## Record set
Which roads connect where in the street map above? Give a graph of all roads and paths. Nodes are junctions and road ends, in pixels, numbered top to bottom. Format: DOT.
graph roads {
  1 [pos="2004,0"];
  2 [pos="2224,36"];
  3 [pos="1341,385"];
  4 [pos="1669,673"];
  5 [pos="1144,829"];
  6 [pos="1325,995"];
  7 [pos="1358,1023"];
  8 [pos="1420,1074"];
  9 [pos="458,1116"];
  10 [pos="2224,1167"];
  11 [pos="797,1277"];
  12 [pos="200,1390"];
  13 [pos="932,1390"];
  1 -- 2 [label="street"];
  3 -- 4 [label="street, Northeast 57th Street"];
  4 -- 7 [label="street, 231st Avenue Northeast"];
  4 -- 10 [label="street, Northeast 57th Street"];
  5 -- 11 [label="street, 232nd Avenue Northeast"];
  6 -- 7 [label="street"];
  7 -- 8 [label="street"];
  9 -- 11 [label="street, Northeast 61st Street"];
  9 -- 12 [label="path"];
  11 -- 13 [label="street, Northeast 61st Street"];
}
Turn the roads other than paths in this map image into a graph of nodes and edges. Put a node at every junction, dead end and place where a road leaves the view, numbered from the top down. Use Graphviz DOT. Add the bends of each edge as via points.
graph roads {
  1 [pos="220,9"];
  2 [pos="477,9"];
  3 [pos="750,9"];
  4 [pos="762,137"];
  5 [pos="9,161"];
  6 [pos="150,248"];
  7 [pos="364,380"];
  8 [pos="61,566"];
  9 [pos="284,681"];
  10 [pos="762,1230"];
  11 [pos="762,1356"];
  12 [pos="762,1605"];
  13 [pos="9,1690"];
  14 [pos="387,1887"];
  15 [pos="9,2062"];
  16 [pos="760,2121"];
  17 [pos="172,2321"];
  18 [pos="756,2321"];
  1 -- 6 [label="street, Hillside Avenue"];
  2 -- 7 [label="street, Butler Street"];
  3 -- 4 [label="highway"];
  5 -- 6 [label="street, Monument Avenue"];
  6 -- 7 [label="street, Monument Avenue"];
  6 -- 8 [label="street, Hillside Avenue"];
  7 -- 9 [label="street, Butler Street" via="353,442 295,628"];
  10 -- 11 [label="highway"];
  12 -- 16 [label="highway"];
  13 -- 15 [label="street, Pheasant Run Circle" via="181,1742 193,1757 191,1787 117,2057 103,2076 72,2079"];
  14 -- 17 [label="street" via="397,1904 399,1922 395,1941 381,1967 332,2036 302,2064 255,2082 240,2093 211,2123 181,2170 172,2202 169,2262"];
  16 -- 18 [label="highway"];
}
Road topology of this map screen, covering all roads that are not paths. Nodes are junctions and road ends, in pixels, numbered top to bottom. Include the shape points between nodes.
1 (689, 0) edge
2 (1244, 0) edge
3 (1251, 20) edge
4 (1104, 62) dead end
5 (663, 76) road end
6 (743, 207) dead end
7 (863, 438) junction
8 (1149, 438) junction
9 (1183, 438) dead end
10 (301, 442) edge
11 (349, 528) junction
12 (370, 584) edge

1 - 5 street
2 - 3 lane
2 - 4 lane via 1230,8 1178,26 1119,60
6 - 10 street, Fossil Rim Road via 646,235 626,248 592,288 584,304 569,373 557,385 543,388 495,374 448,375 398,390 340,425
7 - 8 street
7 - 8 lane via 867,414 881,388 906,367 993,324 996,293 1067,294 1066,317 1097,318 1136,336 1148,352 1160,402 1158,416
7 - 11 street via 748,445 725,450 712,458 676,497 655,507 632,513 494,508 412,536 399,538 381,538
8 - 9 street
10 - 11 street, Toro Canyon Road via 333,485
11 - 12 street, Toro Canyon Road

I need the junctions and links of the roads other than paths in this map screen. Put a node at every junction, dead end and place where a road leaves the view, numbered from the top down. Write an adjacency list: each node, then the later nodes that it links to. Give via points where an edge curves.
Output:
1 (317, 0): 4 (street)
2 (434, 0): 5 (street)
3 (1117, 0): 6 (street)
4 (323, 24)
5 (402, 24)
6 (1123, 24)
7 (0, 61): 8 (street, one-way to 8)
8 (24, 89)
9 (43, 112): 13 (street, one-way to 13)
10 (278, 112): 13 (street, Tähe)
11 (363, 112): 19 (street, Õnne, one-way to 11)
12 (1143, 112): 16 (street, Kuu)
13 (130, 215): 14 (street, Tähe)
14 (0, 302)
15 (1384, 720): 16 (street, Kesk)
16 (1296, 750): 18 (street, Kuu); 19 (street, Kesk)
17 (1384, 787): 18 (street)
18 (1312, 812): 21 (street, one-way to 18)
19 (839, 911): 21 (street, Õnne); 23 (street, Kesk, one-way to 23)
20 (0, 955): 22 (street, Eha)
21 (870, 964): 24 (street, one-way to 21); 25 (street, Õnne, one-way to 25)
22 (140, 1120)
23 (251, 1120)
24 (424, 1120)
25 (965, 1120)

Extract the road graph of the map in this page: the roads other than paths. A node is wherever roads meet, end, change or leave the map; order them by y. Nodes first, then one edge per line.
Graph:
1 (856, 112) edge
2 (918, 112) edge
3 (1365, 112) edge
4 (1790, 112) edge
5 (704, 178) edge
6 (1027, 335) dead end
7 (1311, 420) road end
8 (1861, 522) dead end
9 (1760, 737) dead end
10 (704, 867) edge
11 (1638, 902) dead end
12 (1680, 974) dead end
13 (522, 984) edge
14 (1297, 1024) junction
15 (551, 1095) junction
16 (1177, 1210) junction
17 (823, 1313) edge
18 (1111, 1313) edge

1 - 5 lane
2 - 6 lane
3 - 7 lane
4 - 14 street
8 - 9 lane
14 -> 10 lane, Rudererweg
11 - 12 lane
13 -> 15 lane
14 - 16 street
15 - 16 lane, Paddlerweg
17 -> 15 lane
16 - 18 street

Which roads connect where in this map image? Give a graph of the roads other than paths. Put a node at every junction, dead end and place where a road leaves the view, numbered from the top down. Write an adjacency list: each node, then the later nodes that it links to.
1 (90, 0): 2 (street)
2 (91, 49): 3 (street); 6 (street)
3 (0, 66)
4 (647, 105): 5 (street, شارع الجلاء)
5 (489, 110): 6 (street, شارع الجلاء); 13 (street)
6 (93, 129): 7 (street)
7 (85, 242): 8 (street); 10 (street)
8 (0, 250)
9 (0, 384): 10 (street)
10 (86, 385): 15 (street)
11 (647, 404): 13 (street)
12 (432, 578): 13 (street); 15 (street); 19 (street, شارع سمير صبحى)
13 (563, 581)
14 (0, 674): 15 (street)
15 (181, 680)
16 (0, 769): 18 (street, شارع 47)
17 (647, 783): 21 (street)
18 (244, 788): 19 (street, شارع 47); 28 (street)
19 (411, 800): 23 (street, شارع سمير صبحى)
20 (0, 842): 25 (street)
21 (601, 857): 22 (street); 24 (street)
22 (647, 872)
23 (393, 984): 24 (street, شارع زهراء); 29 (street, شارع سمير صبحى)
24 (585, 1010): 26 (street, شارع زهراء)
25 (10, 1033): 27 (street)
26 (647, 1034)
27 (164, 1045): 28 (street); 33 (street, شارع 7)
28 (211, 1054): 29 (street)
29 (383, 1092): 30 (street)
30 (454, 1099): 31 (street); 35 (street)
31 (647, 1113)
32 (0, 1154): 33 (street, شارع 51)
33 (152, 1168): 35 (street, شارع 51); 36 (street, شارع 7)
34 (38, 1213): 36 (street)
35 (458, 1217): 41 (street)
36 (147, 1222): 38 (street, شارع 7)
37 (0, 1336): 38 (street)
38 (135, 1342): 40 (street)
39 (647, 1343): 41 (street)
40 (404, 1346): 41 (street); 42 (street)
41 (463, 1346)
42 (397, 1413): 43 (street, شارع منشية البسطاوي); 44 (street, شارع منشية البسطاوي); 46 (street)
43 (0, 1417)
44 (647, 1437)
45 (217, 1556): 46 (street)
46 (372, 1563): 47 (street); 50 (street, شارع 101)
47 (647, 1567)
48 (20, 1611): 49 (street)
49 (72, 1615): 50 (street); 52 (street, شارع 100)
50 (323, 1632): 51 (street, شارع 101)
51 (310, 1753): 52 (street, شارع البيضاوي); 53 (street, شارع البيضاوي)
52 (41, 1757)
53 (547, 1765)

## Required action
Among the lines above, find the one with "I need the junctions" and the one with "Extract the road". Quote both and everything between them, exactly.

## Output for this task
I need the junctions and links of the roads other than paths in this map screen. Put a node at every junction, dead end and place where a road leaves the view, numbered from the top down. Write an adjacency list: each node, then the later nodes that it links to. Give via points where an edge curves.
Output:
1 (317, 0): 4 (street)
2 (434, 0): 5 (street)
3 (1117, 0): 6 (street)
4 (323, 24)
5 (402, 24)
6 (1123, 24)
7 (0, 61): 8 (street, one-way to 8)
8 (24, 89)
9 (43, 112): 13 (street, one-way to 13)
10 (278, 112): 13 (street, Tähe)
11 (363, 112): 19 (street, Õnne, one-way to 11)
12 (1143, 112): 16 (street, Kuu)
13 (130, 215): 14 (street, Tähe)
14 (0, 302)
15 (1384, 720): 16 (street, Kesk)
16 (1296, 750): 18 (street, Kuu); 19 (street, Kesk)
17 (1384, 787): 18 (street)
18 (1312, 812): 21 (street, one-way to 18)
19 (839, 911): 21 (street, Õnne); 23 (street, Kesk, one-way to 23)
20 (0, 955): 22 (street, Eha)
21 (870, 964): 24 (street, one-way to 21); 25 (street, Õnne, one-way to 25)
22 (140, 1120)
23 (251, 1120)
24 (424, 1120)
25 (965, 1120)

Extract the road graph of the map in this page: the roads other than paths. A node is wherever roads meet, end, change or leave the map; order them by y. Nodes first, then one edge per line.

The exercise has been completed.